Farr festival has decided to buck this trend, keeping its size at an intimate constant and with its focus kept firmly on the basic details that make up a great festival: the music, the atmosphere, the decent food and the reasonably priced drink.

Upon arriving at the site the first thing that struck me was the size. The whole area comprises of a fairly large hillside main area with a few cheeky woodland stages just out of view at the top, then a medium sized field to camp in at the bottom. All in all you could walk from top to bottom in about 30 minutes; if that, but the compact sizing keeps the action all in one place, and is better off for it.

Another thing you instantly notice is the clientle of Farr. They are an assorted and friendly collection of Abercrombie and Fitch wearing stalwarts and Dalston disciples, which was summed up none the more succinctly than the moment I stepped into the campsite and was greeted by laughing topless guys jovially throwing a rugby ball around next to a group of multi patterned, multi coloured hipster girls that had already forgotten how to use their legs. Basically it was just middle class people having a jolly like every other festival in the universe, but the strangers always remained friendly and the conversation flowed wherever you landed.

In terms of the music the festival really excelled. The whole festival is heavily dance based with a few live bands here and there, but everyone on the line up felt hand picked to suit a particular vibe throughout the festival. Instead of having overblown pop superstars predictably fill up their headline slots they chose to give well respected cult favourites a chance, and in every case the reward was barnstoming sets that kept the crowd buzzing all night.

Even on Friday night when Move D was harshly shut down at the Flying Circus stage (due to a threatening electrical storm that was surging overhead), the night was resumed with a bruisng set from Bicep that instantly made everything right again in the world.

During the electrical storm I even managed to fit in a good hour's worth of furious back and forth complimenting with a close friend as we felt the good vibes flow.

On the Main stage one of highlights was Mount Kimbie doing a live set.

They even kicked things off with my number one song to space out to, ‘Carbonated’:

After that they drifted through an ethereal live set of churning rythms and dreamy synths that left me dazed and confused in the best way possible.

Moving through the night the attention invariably turns to the woodland areas comprised of the Fox and Badger hole stages.
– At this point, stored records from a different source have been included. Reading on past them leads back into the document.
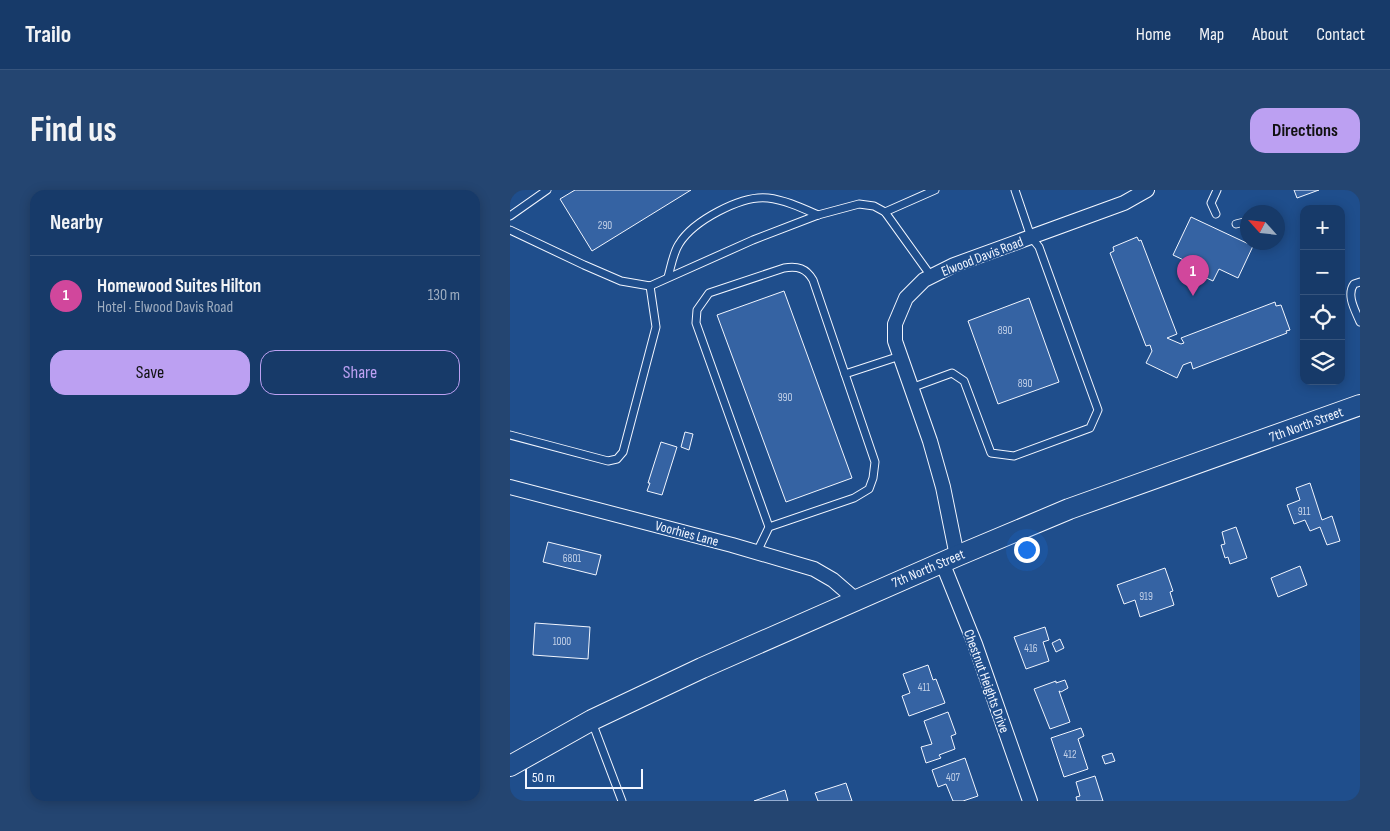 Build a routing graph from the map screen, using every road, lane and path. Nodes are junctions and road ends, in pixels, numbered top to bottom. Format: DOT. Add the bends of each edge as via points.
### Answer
graph roads {
  1 [pos="547,190"];
  2 [pos="1015,190"];
  3 [pos="1147,190"];
  4 [pos="1217,190"];
  5 [pos="930,191"];
  6 [pos="886,212"];
  7 [pos="1216,214"];
  8 [pos="818,215"];
  9 [pos="510,216"];
  10 [pos="1240,223"];
  11 [pos="1236,224"];
  12 [pos="510,230"];
  13 [pos="1031,237"];
  14 [pos="931,276"];
  15 [pos="668,277"];
  16 [pos="1360,282"];
  17 [pos="650,286"];
  18 [pos="1360,322"];
  19 [pos="900,356"];
  20 [pos="845,374"];
  21 [pos="911,388"];
  22 [pos="1360,405"];
  23 [pos="510,436"];
  24 [pos="510,487"];
  25 [pos="770,527"];
  26 [pos="758,552"];
  27 [pos="949,559"];
  28 [pos="855,599"];
  29 [pos="592,720"];
  30 [pos="510,766"];
  31 [pos="622,801"];
  32 [pos="1030,801"];
  1 -- 9 [label="lane"];
  2 -- 13 [label="lane"];
  3 -- 13 [label="street, Elwood Davis Road" via="1124,203"];
  4 -- 7 [label="lane" via="1211,202"];
  5 -- 6 [label="lane"];
  6 -- 8 [label="lane" via="859,204"];
  6 -- 14 [label="lane"];
  8 -- 15 [label="lane"];
  8 -- 15 [label="lane" via="766,198 742,201 696,226 679,244"];
  10 -- 11 [label="lane"];
  12 -- 17 [label="lane" via="621,281"];
  13 -- 14 [label="street, Elwood Davis Road" via="954,264"];
  13 -- 21 [label="lane" via="1038,247 1098,410 1090,428 1014,456 991,453 964,381 952,373"];
  14 -- 19 [label="street, Elwood Davis Road" via="906,298 895,324"];
  15 -- 17 [label="lane"];
  16 -- 18 [label="lane" via="1354,284 1350,292"];
  17 -- 23 [label="lane" via="656,327 624,452 608,460"];
  19 -- 20 [label="lane"];
  19 -- 21 [label="street, Elwood Davis Road"];
  20 -- 25 [label="lane" via="875,462 869,490"];
  20 -- 25 [label="lane" via="813,280 808,272 796,266 709,293 697,310 696,323"];
  21 -- 27 [label="street, Elwood Davis Road" via="943,487"];
  22 -- 27 [label="street, 7th North Street" via="1069,509"];
  24 -- 26 [label="street, Voorhies Lane"];
  25 -- 26 [label="lane"];
  26 -- 28 [label="street, Voorhies Lane" via="814,569"];
  27 -- 28 [label="street, 7th North Street"];
  27 -- 32 [label="street, Chestnut Heights Drive"];
  28 -- 29 [label="street, 7th North Street"];
  29 -- 30 [label="street, 7th North Street"];
  29 -- 31 [label="lane"];
}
The natural darkness of the woodland creates the perfect setting to feed your feral side, and my personal highlights of the weekend were The Ransom Note (obviously) hosting the Badger Hole on Saturday night, especially a particularly saucy set by Andrew Weatherall, who looked like he had just climbed out of his woodland shack to play a crisp set of bangers in the early hours of Sunday morning.
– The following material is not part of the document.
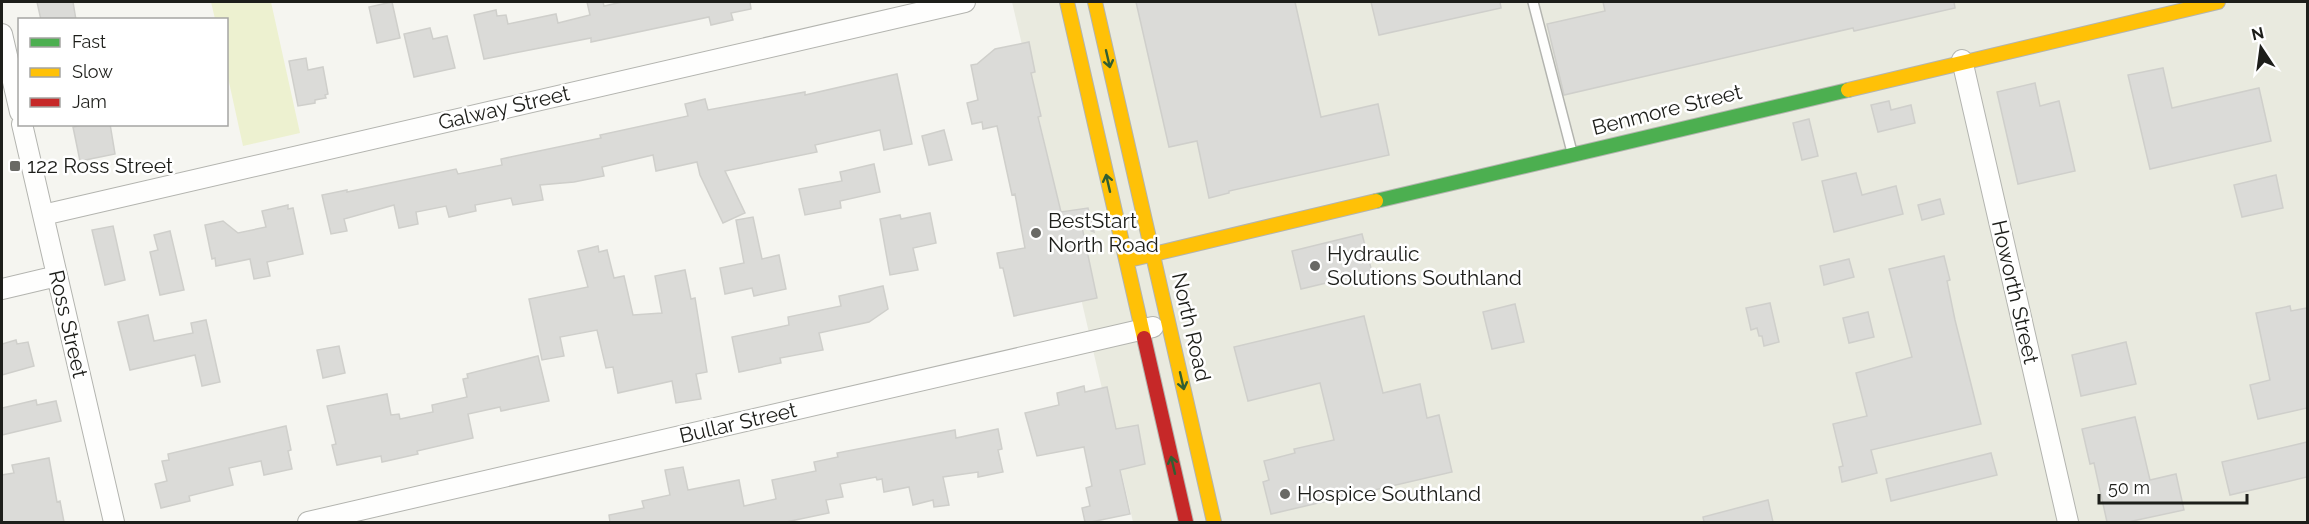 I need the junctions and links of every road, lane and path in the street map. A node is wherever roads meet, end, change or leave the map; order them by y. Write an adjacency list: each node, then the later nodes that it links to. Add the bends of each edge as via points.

Although a small festival overall, there still remained little suprises throughout the weekend that popped up and caught you unawares. Tucked away in the corner of the field is the Love Lounge, which was one of the most genuinely crazy places I’ve ever seen. At one point the whole stage was filled with cross dressed men dancing to classic disco like there was no tomorrow. Which was lucky, because it was Saturday night and there literally was no tomorrow. Then having quite simple touches like the fairground swings and bumper cars added that element of playfulness and fun that reminded you of what the festival was all about. It never seemed to take itself too seriously and for that reason really felt like you could let loose.
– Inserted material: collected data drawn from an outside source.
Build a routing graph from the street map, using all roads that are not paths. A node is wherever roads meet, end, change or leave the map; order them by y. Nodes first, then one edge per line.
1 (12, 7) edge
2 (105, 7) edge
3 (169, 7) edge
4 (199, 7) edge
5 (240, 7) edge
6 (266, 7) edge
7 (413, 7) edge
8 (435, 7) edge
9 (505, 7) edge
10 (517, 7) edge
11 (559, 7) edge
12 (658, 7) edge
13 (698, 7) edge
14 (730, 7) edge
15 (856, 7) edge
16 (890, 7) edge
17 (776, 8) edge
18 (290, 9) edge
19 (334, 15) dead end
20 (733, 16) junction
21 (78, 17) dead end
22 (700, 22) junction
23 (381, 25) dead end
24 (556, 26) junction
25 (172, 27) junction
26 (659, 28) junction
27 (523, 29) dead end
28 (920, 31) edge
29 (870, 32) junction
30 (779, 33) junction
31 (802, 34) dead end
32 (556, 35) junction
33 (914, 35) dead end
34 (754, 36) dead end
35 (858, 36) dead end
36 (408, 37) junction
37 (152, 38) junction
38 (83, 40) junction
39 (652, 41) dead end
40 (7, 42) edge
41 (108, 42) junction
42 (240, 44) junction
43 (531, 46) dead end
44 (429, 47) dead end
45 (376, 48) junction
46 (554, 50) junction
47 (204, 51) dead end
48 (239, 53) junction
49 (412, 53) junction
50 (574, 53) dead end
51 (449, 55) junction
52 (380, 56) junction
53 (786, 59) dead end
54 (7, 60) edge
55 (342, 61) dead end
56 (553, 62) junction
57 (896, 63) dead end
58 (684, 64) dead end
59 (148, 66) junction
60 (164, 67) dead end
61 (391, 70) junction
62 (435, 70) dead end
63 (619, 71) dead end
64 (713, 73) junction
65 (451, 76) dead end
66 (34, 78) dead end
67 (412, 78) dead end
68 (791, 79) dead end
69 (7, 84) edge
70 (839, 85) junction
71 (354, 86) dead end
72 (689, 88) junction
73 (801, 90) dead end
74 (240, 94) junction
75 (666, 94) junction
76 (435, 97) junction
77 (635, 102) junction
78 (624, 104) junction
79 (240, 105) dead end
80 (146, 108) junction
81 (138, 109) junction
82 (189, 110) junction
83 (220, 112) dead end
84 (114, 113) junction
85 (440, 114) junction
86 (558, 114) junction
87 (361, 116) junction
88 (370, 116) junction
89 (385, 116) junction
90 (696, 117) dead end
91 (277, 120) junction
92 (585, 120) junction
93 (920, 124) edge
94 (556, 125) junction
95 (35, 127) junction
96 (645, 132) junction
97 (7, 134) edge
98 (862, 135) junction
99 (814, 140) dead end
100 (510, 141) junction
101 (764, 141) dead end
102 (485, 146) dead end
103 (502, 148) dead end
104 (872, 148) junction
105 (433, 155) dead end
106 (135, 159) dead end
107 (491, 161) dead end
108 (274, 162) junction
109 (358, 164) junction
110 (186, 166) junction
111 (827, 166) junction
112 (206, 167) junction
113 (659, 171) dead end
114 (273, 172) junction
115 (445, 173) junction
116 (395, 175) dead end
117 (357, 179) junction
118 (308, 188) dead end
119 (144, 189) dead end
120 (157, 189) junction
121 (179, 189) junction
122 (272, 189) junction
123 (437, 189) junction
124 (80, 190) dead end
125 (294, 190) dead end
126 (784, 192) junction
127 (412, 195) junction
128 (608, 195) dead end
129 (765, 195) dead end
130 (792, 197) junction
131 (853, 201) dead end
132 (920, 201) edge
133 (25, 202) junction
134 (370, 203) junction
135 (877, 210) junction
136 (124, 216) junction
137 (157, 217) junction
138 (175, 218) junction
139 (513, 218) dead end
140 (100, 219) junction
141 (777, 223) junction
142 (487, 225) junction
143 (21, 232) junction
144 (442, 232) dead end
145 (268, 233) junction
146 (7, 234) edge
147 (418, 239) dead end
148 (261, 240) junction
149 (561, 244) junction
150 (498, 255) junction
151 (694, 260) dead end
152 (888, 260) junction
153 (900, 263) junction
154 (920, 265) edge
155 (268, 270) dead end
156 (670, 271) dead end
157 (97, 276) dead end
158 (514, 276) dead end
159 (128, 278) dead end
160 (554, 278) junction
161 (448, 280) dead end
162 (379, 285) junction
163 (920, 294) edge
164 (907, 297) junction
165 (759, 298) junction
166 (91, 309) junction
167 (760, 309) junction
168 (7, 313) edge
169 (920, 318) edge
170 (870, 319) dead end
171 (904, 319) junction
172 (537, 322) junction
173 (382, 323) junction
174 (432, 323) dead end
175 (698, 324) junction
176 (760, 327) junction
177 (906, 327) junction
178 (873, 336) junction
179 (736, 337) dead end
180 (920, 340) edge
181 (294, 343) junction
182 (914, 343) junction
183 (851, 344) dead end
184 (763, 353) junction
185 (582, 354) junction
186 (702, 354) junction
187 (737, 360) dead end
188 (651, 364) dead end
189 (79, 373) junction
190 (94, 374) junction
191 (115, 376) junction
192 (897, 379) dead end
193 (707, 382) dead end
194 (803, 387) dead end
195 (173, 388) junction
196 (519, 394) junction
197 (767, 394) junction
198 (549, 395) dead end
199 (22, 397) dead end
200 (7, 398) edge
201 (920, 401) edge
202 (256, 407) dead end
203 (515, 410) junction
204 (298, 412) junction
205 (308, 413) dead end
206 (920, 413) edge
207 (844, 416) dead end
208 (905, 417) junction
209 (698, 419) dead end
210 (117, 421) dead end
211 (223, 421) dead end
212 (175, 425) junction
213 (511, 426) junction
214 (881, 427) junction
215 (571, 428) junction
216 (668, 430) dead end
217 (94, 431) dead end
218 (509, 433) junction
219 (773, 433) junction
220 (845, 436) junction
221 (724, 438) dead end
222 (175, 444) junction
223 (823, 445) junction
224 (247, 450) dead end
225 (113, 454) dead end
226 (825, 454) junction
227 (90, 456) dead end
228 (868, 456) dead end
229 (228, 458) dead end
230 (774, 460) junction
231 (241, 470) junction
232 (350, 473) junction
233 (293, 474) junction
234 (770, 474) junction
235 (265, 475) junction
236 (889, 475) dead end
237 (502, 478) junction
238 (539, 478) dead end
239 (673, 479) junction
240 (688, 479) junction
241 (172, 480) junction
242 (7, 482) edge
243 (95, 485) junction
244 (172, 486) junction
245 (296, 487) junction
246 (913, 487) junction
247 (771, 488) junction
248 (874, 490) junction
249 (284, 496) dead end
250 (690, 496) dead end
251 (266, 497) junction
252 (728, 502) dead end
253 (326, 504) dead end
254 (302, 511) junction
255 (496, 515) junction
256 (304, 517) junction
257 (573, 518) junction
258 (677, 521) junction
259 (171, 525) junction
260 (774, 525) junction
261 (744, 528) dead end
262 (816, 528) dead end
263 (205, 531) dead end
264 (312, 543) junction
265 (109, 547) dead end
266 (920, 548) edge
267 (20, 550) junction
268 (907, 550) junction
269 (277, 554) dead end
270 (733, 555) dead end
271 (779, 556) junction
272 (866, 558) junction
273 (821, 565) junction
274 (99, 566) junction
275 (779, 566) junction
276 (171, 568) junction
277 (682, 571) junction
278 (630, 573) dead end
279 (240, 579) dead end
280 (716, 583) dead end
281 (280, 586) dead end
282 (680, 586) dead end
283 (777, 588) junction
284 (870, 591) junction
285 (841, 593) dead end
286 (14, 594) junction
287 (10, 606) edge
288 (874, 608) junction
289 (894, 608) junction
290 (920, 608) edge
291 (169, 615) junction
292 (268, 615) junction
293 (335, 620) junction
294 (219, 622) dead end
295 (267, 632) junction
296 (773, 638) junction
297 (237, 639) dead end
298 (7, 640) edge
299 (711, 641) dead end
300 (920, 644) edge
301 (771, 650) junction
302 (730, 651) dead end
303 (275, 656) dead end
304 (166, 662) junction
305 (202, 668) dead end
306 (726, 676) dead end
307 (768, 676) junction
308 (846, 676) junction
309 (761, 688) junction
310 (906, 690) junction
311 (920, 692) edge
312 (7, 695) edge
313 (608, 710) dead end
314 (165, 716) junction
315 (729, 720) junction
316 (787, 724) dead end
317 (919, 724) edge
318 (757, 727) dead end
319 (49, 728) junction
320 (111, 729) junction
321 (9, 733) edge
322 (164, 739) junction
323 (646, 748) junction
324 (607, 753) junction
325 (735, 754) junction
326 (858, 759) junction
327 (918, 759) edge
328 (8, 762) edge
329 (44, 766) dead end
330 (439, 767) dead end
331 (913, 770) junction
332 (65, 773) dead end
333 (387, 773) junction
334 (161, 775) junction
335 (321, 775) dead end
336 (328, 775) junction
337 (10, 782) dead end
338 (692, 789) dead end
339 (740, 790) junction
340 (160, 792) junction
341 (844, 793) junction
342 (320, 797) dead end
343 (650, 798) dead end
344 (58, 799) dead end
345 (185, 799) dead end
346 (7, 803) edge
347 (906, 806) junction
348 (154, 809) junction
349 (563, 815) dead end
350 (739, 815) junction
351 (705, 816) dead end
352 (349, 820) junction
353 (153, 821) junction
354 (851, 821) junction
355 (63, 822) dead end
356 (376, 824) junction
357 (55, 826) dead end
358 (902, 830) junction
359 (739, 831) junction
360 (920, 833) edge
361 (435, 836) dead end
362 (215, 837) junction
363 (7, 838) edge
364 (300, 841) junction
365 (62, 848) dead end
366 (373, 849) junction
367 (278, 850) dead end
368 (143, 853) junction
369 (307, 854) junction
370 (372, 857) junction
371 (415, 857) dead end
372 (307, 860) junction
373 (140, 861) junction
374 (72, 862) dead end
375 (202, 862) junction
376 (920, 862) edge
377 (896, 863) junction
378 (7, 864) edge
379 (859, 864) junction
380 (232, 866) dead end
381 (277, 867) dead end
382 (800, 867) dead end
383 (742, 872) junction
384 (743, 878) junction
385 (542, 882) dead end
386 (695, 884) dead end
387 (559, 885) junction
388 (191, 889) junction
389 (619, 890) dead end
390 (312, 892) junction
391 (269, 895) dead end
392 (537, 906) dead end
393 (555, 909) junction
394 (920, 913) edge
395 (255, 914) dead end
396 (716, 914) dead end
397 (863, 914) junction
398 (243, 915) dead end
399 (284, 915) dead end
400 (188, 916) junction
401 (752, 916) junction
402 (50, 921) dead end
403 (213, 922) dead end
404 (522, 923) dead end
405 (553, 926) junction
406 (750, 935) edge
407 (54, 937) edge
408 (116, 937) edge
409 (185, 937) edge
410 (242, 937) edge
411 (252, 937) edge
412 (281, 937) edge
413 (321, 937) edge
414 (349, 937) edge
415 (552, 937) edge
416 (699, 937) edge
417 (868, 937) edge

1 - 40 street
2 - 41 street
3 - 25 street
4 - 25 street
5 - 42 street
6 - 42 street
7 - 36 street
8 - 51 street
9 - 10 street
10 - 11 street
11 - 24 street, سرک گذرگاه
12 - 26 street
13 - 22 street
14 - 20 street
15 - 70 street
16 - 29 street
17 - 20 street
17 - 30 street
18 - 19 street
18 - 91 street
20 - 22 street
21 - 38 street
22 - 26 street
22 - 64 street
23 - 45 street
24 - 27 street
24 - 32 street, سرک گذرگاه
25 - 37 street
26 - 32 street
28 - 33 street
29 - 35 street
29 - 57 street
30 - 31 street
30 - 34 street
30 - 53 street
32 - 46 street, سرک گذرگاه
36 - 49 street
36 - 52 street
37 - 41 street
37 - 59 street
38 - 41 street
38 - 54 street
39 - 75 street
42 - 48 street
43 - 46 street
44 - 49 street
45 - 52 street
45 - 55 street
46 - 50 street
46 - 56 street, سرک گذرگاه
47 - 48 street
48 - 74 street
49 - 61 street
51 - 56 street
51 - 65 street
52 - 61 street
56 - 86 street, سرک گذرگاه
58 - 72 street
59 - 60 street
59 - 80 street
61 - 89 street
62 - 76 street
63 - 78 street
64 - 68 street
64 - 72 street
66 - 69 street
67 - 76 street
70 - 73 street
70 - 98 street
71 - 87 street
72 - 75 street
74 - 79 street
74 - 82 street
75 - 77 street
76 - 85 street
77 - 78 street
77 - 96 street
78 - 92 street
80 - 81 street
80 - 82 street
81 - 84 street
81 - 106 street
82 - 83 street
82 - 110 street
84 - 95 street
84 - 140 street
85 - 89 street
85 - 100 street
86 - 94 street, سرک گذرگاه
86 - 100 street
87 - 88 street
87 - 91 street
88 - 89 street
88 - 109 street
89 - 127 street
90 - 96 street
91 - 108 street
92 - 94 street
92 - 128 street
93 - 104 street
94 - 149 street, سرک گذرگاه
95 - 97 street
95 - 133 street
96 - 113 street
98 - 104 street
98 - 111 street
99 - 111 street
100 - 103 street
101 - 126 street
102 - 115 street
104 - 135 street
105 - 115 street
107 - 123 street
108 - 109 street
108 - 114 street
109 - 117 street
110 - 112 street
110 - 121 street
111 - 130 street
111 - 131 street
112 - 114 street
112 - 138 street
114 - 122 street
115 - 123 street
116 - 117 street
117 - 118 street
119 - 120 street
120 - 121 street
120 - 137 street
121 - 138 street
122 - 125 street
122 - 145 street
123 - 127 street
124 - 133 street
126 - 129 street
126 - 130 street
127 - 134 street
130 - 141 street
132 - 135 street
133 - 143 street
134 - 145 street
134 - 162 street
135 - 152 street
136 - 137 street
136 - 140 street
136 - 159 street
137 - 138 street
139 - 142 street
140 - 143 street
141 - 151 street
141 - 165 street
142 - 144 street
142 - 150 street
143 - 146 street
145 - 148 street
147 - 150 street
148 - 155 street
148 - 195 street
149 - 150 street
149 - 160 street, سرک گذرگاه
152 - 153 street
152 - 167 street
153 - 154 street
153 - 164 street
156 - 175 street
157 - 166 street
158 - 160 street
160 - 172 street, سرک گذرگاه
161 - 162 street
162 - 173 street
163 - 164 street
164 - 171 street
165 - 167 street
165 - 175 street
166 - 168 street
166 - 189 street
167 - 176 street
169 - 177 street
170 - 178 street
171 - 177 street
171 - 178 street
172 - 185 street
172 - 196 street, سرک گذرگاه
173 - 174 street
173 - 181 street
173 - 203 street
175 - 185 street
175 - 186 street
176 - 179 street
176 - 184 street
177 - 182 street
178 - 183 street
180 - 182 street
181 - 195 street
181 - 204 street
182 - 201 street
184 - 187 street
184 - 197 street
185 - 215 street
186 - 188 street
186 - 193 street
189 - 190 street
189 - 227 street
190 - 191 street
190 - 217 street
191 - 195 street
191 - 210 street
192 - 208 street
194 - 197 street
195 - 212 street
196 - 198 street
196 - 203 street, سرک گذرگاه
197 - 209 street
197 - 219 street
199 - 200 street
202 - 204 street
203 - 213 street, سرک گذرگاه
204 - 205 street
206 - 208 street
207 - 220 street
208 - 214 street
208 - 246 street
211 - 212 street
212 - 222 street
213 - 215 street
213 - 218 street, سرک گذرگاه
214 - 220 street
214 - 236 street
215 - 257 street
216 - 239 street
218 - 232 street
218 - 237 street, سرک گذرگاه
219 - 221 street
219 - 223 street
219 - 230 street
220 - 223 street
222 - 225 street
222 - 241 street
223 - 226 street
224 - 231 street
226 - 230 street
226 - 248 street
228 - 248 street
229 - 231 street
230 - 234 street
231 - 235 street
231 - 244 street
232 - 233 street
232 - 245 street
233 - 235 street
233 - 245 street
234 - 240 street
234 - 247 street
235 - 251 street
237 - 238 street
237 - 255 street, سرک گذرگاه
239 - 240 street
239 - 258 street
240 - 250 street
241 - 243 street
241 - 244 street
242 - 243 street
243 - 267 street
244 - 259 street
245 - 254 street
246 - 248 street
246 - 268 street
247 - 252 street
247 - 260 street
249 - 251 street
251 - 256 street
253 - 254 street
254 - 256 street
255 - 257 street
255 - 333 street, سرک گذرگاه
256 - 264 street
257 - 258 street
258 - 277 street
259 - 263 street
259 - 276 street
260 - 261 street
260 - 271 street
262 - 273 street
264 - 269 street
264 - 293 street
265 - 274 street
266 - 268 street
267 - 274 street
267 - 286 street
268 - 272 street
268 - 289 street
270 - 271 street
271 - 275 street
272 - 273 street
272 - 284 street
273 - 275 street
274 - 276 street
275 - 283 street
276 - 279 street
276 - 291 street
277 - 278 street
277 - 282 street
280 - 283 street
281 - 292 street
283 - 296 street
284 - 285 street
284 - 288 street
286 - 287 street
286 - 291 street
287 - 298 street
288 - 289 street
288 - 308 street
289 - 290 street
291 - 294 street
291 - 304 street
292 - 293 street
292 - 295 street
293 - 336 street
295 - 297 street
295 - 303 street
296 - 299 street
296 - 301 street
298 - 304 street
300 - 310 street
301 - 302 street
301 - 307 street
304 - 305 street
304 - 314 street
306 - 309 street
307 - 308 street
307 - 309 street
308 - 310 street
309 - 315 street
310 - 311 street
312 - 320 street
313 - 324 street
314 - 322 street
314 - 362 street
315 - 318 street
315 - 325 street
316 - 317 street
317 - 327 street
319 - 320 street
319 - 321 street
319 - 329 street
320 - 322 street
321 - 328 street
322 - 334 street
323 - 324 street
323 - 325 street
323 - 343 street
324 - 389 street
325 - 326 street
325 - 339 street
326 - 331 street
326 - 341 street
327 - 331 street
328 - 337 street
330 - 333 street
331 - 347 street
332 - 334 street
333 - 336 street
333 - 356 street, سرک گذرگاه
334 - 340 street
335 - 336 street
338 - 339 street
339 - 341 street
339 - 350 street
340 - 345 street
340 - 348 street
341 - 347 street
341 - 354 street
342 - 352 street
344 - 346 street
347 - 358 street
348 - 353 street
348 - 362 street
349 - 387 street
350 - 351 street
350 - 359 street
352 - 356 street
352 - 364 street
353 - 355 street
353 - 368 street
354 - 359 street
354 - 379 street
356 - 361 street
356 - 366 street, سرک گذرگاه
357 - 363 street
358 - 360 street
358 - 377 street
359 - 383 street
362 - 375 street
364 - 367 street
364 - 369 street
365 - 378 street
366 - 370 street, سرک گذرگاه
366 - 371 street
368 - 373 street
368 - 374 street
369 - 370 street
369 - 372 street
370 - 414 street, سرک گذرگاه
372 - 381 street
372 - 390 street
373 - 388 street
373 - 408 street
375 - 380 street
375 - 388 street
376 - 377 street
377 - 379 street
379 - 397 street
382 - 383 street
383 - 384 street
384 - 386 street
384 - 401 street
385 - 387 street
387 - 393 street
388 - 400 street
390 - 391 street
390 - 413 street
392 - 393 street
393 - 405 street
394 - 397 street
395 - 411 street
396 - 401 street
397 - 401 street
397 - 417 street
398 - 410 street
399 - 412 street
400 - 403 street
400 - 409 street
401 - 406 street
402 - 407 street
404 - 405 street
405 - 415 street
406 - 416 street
As I said before, it kept to the basics of a festival, good music, good food (Byron Burger and Voodoo Rays were such delicious hangover cures) and cheap drink, in fact the price of alcohol even went DOWN from last year. If that doesn’t give you an indication of the good natured feeling pervading the festival then nothing can.

Overall the festival was an unexpected treat for me. I went there with little to no expectation and left as a confirmed follower of Farr. As I trudged out on the Sunday afternoon, sunburnt and blissed out I realised how much fun everything had been and how many memories were crammed into only 48 hours. The fact that it finishes on Sunday morning also means it keeps everything short and sweet, no grotty clinging on to the dying embers like at other festivals.

If you ever had reservations about going I’d say just take the leap, it won’t cost you the earth and if you’re anything like me, it will provide you with a comedown that requires at least 3 days off work. Which; let’s be honest, is pretty much the only way you can measure how fun you’ve been having these days.